◆ **Dataset extract**:
· · ·
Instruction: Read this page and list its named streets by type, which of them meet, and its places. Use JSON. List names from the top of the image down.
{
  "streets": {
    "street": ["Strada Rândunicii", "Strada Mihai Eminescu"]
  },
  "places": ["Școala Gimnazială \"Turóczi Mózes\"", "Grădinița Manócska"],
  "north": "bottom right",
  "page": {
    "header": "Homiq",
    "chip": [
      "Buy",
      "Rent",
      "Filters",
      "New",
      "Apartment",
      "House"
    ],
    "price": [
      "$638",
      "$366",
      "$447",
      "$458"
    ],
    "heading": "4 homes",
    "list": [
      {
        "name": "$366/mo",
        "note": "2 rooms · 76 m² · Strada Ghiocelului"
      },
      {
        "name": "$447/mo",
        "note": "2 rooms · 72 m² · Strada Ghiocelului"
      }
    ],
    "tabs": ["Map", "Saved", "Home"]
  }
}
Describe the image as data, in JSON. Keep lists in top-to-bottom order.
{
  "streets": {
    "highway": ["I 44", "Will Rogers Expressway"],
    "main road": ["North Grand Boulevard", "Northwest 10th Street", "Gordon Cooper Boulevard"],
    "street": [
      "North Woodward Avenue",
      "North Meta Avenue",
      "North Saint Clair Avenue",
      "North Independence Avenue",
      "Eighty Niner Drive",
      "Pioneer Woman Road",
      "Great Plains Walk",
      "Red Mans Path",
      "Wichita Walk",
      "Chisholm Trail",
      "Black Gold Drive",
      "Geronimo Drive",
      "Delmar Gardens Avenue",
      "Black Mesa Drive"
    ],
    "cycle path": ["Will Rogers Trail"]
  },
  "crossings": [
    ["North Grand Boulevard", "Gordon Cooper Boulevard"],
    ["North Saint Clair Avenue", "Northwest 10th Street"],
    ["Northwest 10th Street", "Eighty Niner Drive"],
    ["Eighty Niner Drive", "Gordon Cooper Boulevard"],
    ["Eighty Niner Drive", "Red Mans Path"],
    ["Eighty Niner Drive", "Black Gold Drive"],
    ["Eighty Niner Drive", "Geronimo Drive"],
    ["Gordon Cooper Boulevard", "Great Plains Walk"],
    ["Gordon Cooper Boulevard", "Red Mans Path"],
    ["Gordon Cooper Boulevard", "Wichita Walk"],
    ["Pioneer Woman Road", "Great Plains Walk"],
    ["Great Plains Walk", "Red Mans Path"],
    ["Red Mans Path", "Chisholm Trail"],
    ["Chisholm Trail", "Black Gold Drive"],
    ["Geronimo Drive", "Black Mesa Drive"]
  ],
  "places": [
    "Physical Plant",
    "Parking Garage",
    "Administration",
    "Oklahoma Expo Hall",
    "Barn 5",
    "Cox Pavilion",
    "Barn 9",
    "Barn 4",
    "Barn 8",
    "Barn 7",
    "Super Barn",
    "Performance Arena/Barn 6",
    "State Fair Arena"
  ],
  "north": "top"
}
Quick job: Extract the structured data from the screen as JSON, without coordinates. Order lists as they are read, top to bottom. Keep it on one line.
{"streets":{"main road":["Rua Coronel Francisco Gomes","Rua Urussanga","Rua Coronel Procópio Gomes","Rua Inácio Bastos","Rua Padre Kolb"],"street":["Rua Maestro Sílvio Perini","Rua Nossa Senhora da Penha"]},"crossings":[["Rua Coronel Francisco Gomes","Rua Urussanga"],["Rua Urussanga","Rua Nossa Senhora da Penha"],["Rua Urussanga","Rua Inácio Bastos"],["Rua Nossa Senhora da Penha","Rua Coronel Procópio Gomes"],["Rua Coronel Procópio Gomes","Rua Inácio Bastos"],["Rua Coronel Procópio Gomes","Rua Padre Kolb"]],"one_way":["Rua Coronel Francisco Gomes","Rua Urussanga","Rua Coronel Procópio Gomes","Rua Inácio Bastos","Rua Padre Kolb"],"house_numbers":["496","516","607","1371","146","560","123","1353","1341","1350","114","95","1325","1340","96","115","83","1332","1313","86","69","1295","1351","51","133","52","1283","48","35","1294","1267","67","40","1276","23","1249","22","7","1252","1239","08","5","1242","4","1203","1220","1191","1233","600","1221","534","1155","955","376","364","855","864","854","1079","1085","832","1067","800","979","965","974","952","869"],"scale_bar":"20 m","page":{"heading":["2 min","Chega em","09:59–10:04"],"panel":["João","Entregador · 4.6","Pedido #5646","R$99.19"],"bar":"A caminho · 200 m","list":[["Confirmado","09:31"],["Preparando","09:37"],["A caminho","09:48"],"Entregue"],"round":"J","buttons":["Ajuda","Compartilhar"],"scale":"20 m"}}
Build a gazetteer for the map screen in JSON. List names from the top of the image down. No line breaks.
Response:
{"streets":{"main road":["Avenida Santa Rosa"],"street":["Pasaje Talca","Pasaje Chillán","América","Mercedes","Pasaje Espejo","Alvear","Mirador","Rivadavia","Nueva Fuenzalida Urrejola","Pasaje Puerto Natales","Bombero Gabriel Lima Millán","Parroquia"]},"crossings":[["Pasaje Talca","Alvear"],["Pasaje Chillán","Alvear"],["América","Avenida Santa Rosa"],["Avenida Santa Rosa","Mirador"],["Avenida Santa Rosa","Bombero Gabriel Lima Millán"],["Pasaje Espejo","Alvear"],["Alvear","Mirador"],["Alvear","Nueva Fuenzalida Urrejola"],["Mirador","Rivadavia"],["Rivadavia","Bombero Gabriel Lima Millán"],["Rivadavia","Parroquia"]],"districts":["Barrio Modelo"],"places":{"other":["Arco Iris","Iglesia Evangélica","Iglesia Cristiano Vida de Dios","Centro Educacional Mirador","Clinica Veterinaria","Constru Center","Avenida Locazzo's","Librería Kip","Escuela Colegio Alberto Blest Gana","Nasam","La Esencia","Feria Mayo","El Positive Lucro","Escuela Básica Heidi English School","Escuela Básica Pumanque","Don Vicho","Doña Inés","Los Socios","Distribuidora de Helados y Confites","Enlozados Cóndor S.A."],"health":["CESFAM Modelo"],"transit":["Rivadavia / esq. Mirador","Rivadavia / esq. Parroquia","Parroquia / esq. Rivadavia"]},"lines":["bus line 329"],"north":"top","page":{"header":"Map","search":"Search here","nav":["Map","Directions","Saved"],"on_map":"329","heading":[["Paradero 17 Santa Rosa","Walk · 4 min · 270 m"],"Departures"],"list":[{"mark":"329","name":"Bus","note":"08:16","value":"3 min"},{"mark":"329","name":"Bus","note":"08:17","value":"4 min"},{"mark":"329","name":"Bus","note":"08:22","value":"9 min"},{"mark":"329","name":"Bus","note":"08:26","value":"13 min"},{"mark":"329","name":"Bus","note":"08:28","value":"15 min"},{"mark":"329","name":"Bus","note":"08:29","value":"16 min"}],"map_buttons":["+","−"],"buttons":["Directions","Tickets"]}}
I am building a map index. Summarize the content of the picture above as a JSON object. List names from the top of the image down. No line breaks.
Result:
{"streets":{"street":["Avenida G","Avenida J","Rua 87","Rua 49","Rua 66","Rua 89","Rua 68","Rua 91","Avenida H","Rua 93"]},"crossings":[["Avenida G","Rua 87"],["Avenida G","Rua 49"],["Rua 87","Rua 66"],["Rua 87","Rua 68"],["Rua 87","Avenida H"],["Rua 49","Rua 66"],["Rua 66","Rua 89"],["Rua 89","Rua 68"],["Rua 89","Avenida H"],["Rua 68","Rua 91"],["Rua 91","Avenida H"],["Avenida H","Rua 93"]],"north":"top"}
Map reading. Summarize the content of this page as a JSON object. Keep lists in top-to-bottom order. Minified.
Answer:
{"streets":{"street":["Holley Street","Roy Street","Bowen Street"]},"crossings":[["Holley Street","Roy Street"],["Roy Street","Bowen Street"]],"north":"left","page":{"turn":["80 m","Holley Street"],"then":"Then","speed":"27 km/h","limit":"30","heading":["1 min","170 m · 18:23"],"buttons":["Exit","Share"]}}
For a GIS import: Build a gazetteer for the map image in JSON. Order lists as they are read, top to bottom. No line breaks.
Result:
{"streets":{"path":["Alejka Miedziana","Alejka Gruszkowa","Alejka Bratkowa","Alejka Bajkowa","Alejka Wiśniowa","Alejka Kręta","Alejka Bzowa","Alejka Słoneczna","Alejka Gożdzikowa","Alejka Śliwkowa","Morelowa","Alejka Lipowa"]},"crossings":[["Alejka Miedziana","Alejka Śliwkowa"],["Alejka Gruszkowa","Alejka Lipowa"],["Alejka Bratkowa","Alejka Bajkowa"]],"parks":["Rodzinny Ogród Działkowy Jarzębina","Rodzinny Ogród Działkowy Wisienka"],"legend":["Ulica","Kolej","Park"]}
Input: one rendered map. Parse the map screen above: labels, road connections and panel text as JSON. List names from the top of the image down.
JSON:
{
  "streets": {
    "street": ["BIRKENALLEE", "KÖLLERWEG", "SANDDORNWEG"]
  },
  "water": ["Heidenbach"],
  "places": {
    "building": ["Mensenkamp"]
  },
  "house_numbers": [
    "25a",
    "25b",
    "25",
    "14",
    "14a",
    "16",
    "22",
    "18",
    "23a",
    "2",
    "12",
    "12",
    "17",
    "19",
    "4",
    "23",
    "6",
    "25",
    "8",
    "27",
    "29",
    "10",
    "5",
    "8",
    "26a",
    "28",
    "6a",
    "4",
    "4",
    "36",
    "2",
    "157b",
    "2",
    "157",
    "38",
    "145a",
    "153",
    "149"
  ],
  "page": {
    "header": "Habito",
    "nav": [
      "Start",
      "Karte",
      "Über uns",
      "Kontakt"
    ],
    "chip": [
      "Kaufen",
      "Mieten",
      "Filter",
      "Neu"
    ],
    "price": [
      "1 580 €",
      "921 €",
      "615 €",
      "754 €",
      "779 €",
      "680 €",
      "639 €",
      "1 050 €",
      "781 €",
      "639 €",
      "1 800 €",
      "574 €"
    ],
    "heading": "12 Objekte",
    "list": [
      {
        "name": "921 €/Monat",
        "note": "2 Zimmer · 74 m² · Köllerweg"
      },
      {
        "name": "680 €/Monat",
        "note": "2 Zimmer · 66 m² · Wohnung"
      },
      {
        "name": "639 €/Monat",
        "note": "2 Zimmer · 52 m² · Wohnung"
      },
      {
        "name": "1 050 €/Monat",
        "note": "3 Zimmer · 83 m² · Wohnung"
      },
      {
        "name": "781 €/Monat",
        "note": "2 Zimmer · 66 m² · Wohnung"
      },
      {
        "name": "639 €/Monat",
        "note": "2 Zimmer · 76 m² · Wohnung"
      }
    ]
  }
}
· · ·
◆ **Task objective**: In the entries above, find the line with "For a GIS import: Build" and the line with "Input: one rendered", then restate word for word both of them and every line between, with nothing more.

◆ **Answer area**:
For a GIS import: Build a gazetteer for the map image in JSON. Order lists as they are read, top to bottom. No line breaks.
Result:
{"streets":{"path":["Alejka Miedziana","Alejka Gruszkowa","Alejka Bratkowa","Alejka Bajkowa","Alejka Wiśniowa","Alejka Kręta","Alejka Bzowa","Alejka Słoneczna","Alejka Gożdzikowa","Alejka Śliwkowa","Morelowa","Alejka Lipowa"]},"crossings":[["Alejka Miedziana","Alejka Śliwkowa"],["Alejka Gruszkowa","Alejka Lipowa"],["Alejka Bratkowa","Alejka Bajkowa"]],"parks":["Rodzinny Ogród Działkowy Jarzębina","Rodzinny Ogród Działkowy Wisienka"],"legend":["Ulica","Kolej","Park"]}
Input: one rendered map. Parse the map screen above: labels, road connections and panel text as JSON. List names from the top of the image down.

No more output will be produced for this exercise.